====== Data ======

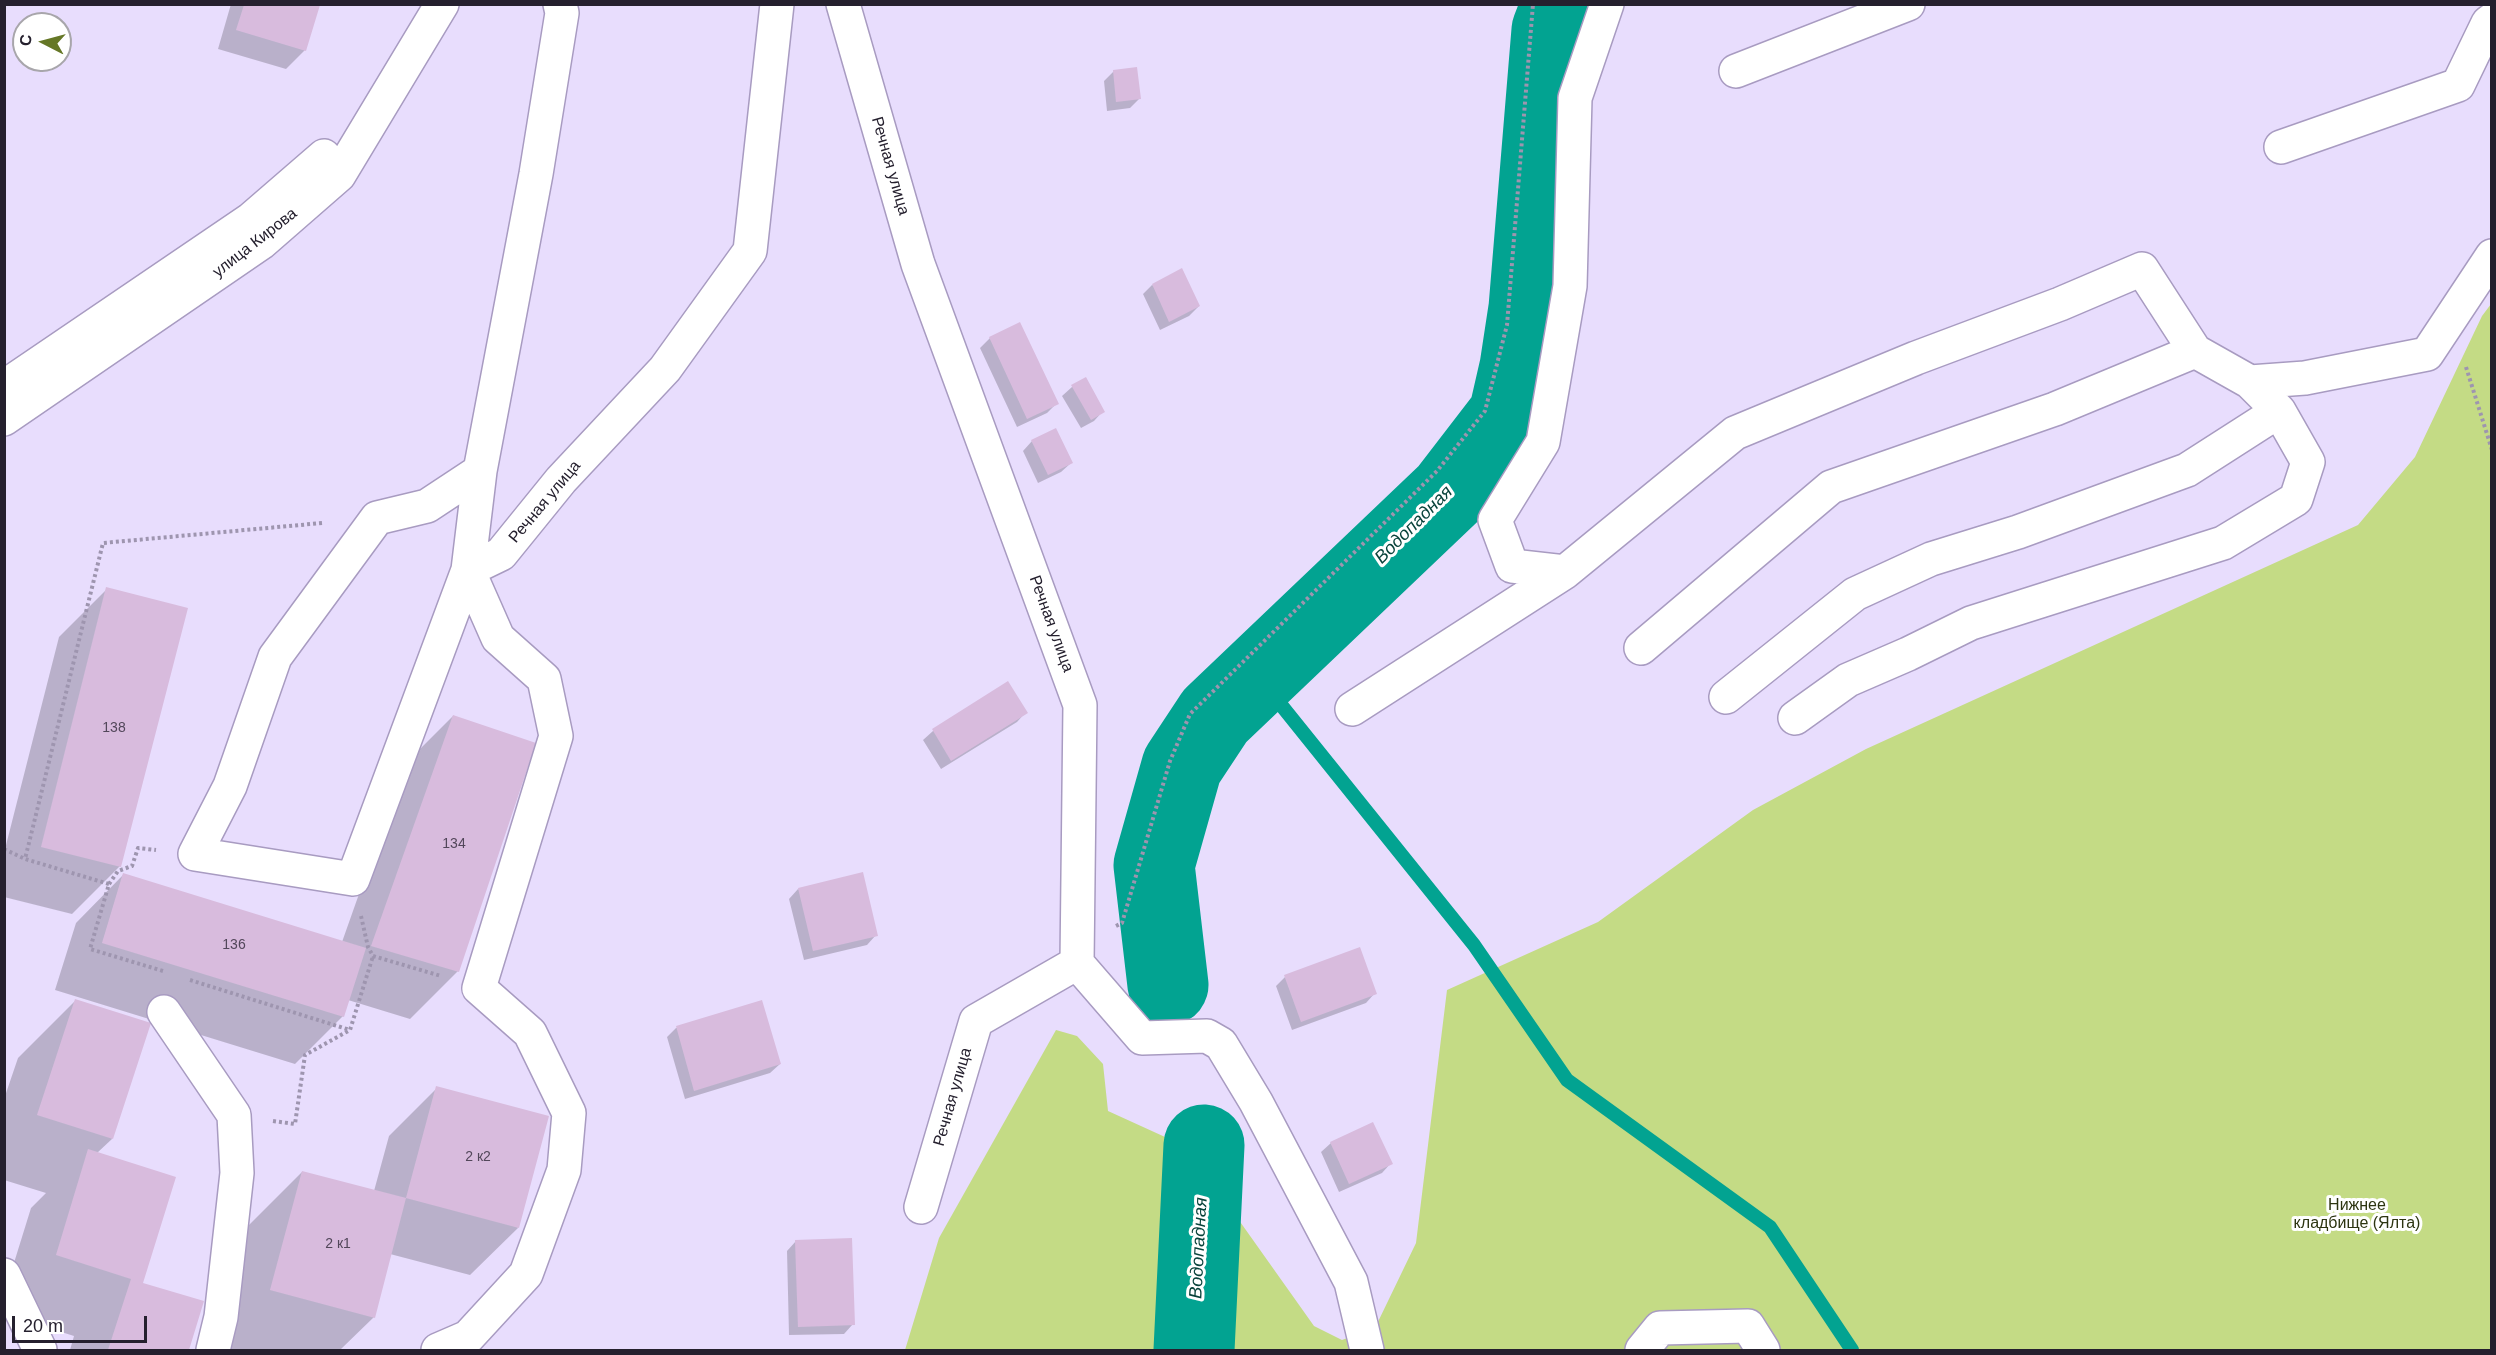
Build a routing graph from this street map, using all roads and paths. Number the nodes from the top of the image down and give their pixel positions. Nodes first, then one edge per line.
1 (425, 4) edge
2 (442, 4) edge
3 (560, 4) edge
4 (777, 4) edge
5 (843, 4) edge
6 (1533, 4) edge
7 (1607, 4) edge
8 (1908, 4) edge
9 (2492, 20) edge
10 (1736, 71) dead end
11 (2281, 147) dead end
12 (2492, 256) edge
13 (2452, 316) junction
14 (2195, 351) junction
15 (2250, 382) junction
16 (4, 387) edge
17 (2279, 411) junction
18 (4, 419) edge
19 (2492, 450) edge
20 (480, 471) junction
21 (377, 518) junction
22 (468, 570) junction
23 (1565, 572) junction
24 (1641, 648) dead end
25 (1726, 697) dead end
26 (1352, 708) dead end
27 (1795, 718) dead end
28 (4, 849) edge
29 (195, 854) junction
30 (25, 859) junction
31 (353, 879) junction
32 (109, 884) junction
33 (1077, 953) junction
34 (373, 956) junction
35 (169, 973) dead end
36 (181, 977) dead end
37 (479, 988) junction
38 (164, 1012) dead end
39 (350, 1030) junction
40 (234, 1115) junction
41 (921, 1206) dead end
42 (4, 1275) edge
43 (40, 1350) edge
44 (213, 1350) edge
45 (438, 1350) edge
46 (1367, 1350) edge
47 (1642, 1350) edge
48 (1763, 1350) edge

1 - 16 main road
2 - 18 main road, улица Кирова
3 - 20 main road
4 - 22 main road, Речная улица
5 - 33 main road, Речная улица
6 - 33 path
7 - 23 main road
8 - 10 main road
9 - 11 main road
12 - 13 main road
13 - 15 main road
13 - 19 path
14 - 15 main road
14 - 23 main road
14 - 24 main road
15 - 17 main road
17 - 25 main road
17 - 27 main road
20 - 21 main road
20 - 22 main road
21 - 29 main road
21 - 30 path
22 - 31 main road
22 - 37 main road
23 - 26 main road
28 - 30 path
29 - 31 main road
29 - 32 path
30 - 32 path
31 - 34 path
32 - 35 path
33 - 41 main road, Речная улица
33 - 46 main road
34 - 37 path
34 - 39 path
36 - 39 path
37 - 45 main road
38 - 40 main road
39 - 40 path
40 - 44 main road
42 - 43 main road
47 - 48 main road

======

What to do >>
In the reply, each line of the data must appear exactly as written, and no picture may appear.

Problem solution >>
Build a routing graph from this street map, using all roads and paths. Number the nodes from the top of the image down and give their pixel positions. Nodes first, then one edge per line.
1 (425, 4) edge
2 (442, 4) edge
3 (560, 4) edge
4 (777, 4) edge
5 (843, 4) edge
6 (1533, 4) edge
7 (1607, 4) edge
8 (1908, 4) edge
9 (2492, 20) edge
10 (1736, 71) dead end
11 (2281, 147) dead end
12 (2492, 256) edge
13 (2452, 316) junction
14 (2195, 351) junction
15 (2250, 382) junction
16 (4, 387) edge
17 (2279, 411) junction
18 (4, 419) edge
19 (2492, 450) edge
20 (480, 471) junction
21 (377, 518) junction
22 (468, 570) junction
23 (1565, 572) junction
24 (1641, 648) dead end
25 (1726, 697) dead end
26 (1352, 708) dead end
27 (1795, 718) dead end
28 (4, 849) edge
29 (195, 854) junction
30 (25, 859) junction
31 (353, 879) junction
32 (109, 884) junction
33 (1077, 953) junction
34 (373, 956) junction
35 (169, 973) dead end
36 (181, 977) dead end
37 (479, 988) junction
38 (164, 1012) dead end
39 (350, 1030) junction
40 (234, 1115) junction
41 (921, 1206) dead end
42 (4, 1275) edge
43 (40, 1350) edge
44 (213, 1350) edge
45 (438, 1350) edge
46 (1367, 1350) edge
47 (1642, 1350) edge
48 (1763, 1350) edge

1 - 16 main road
2 - 18 main road, улица Кирова
3 - 20 main road
4 - 22 main road, Речная улица
5 - 33 main road, Речная улица
6 - 33 path
7 - 23 main road
8 - 10 main road
9 - 11 main road
12 - 13 main road
13 - 15 main road
13 - 19 path
14 - 15 main road
14 - 23 main road
14 - 24 main road
15 - 17 main road
17 - 25 main road
17 - 27 main road
20 - 21 main road
20 - 22 main road
21 - 29 main road
21 - 30 path
22 - 31 main road
22 - 37 main road
23 - 26 main road
28 - 30 path
29 - 31 main road
29 - 32 path
30 - 32 path
31 - 34 path
32 - 35 path
33 - 41 main road, Речная улица
33 - 46 main road
34 - 37 path
34 - 39 path
36 - 39 path
37 - 45 main road
38 - 40 main road
39 - 40 path
40 - 44 main road
42 - 43 main road
47 - 48 main road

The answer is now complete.